Collected data:
+++
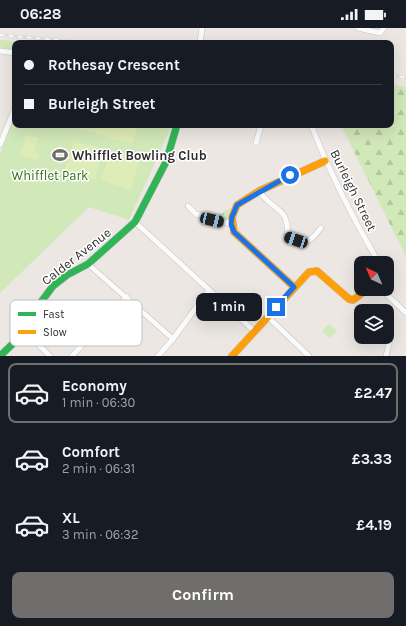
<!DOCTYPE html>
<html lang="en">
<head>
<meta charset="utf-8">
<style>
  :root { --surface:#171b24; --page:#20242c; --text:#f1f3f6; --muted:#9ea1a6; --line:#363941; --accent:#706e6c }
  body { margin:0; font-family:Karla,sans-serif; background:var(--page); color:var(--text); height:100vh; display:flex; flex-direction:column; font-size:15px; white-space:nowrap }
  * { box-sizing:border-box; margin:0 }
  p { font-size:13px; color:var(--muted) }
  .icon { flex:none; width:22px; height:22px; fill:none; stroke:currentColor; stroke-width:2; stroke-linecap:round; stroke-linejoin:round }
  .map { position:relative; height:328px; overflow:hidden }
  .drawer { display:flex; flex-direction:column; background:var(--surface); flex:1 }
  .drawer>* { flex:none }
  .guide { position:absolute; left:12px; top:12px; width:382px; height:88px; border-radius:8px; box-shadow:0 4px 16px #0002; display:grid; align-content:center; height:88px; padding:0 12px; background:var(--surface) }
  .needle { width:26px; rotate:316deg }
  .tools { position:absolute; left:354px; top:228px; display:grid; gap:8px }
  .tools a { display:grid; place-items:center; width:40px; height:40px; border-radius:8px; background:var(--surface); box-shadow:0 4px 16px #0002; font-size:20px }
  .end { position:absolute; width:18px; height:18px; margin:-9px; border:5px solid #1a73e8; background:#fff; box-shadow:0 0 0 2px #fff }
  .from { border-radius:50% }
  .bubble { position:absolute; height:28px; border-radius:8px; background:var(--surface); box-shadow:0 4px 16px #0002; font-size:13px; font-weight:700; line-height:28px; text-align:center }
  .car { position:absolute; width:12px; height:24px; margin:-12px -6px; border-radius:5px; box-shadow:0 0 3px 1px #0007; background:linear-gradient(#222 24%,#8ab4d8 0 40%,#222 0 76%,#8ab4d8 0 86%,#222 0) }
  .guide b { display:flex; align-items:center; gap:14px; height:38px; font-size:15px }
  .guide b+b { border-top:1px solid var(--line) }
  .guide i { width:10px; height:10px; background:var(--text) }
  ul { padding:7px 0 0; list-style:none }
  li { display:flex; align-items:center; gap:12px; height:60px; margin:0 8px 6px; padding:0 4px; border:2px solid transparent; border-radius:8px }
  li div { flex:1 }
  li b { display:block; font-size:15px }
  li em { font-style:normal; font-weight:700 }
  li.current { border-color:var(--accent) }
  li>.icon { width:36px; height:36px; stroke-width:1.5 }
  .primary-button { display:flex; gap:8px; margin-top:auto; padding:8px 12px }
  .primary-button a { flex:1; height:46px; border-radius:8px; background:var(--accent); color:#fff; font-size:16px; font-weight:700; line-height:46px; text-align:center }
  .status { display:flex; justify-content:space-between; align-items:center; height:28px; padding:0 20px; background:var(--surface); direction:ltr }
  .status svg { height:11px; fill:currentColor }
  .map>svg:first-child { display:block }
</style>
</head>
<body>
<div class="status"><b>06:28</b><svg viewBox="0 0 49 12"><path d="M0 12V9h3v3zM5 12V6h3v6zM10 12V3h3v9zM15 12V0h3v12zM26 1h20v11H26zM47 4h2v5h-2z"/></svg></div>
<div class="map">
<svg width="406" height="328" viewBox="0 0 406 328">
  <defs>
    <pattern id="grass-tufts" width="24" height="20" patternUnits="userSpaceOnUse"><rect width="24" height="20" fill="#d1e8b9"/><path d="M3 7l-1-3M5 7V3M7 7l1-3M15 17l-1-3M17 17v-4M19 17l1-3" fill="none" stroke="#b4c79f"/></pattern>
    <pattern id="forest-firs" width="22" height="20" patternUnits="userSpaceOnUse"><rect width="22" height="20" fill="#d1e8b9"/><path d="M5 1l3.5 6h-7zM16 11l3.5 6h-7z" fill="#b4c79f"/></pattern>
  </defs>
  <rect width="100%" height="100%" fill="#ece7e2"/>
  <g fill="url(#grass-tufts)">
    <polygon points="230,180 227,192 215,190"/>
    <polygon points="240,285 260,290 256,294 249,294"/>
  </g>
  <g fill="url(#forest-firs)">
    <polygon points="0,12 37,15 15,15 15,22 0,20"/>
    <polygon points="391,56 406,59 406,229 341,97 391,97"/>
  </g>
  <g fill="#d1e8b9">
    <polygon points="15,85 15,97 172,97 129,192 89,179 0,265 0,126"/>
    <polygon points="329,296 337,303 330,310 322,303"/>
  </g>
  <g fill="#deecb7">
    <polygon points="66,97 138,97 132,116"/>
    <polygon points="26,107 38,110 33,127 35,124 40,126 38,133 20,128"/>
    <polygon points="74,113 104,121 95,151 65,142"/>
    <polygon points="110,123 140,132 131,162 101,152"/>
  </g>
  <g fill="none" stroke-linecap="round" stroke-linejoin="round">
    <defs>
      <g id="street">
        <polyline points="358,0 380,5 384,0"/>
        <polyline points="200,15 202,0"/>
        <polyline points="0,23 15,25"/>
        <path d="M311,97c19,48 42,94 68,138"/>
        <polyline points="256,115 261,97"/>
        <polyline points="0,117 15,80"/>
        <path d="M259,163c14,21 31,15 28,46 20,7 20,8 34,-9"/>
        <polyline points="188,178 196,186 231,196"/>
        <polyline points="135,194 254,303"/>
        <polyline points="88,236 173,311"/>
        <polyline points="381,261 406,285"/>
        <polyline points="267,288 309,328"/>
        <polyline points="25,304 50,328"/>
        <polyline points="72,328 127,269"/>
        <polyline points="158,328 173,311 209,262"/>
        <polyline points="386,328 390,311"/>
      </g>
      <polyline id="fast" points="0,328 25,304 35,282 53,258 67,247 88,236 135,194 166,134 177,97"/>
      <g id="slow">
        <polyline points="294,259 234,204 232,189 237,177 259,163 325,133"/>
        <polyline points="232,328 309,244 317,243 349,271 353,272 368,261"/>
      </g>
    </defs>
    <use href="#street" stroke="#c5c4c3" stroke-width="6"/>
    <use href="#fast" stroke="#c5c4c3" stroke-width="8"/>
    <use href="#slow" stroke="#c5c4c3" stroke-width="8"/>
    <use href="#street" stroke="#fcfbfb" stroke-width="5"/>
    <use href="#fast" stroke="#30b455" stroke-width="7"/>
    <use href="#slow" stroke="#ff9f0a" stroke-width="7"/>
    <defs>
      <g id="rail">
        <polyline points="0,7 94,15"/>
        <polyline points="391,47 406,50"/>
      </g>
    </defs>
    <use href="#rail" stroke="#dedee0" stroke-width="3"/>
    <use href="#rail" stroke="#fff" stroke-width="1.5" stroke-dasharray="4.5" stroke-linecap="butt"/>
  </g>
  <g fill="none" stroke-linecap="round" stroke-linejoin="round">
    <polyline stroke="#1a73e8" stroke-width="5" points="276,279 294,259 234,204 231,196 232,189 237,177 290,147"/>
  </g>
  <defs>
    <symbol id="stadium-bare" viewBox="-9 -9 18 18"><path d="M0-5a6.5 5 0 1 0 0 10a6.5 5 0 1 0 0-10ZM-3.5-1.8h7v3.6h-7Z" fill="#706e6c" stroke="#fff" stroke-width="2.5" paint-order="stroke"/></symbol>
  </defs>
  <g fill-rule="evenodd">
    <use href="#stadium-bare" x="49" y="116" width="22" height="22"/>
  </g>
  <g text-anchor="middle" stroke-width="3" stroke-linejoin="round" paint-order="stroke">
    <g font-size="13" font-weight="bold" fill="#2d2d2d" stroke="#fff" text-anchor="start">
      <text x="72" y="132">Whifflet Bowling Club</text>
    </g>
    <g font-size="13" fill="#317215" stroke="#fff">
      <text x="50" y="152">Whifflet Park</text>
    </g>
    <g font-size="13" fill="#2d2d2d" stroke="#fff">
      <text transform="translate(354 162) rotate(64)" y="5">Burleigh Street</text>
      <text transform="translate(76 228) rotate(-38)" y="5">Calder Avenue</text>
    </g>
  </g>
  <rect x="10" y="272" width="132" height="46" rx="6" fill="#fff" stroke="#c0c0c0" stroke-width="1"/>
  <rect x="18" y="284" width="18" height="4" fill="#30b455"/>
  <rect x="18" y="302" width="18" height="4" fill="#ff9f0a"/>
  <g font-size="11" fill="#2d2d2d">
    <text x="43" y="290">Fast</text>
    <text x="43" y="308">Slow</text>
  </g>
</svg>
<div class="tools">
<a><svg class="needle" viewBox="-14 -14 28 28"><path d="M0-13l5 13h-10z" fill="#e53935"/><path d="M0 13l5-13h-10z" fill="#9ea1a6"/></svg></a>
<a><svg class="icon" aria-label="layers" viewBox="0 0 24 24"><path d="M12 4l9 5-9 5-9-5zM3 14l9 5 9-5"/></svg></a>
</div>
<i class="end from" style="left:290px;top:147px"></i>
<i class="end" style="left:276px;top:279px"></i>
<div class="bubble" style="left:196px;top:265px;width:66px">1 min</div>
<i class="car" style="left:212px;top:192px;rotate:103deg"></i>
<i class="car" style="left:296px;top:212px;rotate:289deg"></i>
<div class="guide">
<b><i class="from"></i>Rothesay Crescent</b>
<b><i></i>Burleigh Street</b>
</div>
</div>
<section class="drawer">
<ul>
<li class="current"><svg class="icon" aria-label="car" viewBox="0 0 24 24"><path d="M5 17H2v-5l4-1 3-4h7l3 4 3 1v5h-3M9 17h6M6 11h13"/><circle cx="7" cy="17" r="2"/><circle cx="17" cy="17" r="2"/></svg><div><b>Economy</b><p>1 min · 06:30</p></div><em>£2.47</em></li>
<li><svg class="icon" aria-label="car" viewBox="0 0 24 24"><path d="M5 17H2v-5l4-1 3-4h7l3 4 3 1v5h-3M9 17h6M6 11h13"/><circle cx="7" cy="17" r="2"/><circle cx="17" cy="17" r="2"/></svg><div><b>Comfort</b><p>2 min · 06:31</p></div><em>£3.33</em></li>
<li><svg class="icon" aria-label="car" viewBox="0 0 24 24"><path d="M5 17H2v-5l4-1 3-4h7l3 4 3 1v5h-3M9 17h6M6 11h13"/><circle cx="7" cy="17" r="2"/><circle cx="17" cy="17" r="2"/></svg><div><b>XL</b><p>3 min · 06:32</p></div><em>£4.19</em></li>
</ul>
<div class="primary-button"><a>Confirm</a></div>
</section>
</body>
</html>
+++
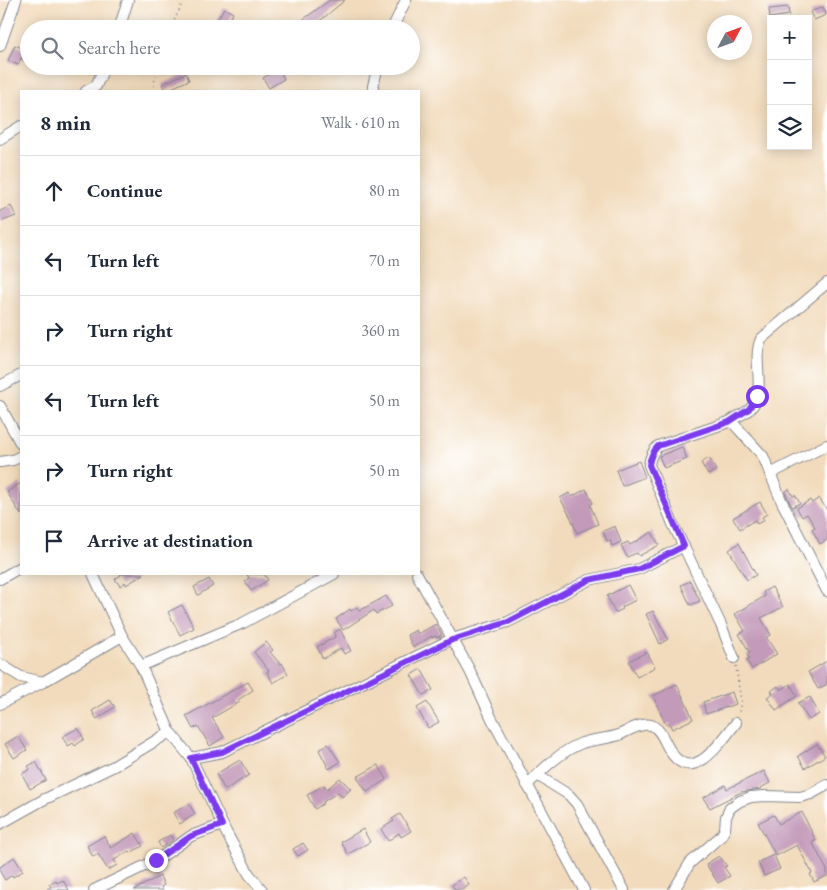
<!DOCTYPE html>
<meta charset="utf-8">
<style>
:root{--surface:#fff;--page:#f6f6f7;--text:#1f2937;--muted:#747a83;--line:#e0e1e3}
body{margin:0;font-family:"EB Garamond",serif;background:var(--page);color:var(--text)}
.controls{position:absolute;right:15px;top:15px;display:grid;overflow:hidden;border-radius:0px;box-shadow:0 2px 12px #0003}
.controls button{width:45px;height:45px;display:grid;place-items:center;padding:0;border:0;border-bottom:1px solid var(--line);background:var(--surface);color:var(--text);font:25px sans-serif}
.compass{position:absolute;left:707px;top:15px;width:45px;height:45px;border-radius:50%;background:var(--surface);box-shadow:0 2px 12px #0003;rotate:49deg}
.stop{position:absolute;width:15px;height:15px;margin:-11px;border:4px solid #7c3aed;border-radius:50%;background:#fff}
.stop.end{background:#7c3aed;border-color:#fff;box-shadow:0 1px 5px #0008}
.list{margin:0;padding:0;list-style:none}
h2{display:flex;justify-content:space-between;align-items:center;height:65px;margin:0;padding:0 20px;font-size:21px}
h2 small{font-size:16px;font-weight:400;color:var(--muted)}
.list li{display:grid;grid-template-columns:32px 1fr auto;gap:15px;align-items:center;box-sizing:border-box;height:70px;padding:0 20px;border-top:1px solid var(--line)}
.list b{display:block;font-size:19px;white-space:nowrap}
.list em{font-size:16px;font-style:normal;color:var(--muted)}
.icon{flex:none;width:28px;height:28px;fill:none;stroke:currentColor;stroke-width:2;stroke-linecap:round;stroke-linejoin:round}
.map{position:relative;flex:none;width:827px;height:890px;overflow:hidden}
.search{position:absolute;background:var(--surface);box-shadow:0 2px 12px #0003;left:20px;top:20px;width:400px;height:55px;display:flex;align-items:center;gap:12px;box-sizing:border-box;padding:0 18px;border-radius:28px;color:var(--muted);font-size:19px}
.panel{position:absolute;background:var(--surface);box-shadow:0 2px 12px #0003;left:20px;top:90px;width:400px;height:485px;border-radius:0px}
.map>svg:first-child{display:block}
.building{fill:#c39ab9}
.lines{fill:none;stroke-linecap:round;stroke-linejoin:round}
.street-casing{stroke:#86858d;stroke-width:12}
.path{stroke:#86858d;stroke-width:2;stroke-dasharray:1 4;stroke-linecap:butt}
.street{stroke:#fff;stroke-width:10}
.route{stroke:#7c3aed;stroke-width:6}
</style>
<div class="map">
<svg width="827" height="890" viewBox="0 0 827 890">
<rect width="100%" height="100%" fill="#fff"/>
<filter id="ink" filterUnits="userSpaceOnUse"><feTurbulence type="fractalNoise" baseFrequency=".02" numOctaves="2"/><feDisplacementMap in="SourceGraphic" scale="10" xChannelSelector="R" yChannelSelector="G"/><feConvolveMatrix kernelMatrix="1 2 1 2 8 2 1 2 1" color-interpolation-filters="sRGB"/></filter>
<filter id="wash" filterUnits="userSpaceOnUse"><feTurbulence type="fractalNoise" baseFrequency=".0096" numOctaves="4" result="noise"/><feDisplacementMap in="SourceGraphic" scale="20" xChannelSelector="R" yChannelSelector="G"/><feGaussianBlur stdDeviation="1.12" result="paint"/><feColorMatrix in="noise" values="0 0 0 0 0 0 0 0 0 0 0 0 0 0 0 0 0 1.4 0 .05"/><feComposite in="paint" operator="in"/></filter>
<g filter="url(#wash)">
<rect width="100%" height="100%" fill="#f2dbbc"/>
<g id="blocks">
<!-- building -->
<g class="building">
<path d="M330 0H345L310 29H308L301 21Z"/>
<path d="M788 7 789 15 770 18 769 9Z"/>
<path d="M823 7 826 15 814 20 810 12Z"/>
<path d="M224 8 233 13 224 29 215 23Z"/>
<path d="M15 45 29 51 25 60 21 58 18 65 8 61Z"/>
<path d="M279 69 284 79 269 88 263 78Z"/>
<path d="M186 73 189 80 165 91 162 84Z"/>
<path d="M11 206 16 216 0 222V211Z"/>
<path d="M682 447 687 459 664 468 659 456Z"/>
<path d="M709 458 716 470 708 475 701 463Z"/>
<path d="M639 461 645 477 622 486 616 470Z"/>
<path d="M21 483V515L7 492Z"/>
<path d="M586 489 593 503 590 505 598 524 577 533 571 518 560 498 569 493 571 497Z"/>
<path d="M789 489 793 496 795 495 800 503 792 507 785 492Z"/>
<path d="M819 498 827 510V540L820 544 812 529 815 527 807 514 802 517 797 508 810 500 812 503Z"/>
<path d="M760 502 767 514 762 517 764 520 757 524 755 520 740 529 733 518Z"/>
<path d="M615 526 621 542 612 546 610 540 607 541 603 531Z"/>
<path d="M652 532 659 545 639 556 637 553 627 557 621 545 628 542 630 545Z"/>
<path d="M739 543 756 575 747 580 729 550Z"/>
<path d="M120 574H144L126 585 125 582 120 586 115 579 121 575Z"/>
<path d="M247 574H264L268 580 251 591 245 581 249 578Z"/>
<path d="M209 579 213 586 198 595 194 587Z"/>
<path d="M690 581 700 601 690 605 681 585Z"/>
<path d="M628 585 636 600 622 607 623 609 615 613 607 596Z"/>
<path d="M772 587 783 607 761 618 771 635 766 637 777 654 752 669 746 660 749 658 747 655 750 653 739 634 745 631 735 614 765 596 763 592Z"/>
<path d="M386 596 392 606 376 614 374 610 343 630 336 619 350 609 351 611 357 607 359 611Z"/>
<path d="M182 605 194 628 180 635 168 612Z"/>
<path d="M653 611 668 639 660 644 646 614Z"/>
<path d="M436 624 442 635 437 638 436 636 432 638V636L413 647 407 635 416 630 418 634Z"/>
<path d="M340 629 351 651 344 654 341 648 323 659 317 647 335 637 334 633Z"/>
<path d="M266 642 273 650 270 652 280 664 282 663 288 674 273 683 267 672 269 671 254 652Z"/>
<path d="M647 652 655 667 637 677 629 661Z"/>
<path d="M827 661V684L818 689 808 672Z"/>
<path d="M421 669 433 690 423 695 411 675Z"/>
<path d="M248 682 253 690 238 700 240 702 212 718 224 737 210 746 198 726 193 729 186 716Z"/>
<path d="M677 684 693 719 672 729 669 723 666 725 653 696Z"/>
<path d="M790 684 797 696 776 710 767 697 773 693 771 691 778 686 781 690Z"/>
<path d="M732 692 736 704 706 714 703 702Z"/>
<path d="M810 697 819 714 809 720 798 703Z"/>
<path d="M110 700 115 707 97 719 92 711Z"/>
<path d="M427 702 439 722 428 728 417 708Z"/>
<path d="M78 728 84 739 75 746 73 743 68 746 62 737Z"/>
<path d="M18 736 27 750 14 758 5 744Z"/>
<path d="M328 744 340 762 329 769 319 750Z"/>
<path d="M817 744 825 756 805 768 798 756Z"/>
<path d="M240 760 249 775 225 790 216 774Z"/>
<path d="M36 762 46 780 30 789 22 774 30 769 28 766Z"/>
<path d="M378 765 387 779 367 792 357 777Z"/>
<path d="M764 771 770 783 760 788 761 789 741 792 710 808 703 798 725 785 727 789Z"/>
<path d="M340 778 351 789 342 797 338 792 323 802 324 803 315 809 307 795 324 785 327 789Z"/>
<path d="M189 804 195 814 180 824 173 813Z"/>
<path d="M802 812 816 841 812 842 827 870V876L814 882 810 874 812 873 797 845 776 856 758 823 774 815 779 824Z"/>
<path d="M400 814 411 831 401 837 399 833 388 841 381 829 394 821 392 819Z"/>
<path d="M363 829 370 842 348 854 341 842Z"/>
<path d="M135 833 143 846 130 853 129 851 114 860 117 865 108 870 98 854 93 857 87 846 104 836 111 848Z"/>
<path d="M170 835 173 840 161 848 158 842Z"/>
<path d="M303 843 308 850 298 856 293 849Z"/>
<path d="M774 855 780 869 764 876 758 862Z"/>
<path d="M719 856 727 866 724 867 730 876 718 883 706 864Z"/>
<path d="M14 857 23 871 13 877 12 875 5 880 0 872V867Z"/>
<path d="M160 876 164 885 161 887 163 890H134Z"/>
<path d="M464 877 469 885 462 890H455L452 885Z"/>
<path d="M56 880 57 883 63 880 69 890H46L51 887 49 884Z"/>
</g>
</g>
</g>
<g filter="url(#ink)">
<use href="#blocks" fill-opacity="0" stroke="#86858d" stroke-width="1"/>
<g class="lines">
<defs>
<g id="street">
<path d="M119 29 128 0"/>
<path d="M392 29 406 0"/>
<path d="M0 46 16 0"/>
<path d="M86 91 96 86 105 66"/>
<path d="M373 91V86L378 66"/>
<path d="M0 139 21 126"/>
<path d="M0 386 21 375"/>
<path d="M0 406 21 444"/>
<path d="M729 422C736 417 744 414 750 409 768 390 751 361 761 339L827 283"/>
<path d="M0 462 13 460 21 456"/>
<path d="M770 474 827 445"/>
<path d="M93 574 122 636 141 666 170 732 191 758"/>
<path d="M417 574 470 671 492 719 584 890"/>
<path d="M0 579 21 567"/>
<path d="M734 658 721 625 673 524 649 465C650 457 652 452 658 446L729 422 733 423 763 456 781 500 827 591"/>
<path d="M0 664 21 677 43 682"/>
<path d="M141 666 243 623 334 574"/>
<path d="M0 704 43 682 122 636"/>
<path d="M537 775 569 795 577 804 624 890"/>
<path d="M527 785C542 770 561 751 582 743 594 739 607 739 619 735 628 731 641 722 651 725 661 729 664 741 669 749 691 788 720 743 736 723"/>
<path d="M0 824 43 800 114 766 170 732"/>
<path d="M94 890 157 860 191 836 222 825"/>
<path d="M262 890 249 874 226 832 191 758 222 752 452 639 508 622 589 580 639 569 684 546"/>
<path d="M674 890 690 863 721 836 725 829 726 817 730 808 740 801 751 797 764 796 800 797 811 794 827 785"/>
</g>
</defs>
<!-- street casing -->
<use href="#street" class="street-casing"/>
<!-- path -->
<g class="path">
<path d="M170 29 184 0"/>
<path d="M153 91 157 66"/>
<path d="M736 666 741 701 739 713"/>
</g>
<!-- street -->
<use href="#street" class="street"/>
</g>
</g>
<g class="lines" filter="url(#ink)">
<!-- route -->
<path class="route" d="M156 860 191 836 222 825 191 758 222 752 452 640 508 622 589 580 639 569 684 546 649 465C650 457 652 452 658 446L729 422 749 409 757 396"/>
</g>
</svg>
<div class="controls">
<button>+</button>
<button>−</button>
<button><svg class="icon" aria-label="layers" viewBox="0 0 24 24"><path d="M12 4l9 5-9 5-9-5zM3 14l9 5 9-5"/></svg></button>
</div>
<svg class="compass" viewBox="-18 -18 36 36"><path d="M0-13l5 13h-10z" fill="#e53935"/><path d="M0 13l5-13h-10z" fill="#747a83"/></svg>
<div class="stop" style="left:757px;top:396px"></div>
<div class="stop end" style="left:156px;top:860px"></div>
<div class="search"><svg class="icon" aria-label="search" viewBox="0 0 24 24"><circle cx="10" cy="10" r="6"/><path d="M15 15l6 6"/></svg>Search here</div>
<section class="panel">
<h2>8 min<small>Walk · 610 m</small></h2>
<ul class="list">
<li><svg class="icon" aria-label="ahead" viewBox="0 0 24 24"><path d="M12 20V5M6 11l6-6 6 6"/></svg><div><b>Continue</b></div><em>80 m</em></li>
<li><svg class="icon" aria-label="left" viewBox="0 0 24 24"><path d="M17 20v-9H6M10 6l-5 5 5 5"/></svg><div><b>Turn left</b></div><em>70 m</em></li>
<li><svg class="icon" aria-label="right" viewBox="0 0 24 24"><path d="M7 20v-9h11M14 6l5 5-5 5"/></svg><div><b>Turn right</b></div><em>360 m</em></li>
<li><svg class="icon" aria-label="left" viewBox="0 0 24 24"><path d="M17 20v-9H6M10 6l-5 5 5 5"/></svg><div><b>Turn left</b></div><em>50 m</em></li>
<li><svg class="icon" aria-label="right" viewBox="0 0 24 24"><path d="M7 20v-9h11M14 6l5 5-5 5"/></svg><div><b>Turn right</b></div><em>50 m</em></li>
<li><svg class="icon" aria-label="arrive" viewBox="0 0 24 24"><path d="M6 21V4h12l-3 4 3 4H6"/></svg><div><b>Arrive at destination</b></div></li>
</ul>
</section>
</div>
+++
- _Exercise description_:
Copy each line from the data that features the string "html".

- _Written answer_:
<!DOCTYPE html>
<html lang="en">
</html>
<!DOCTYPE html>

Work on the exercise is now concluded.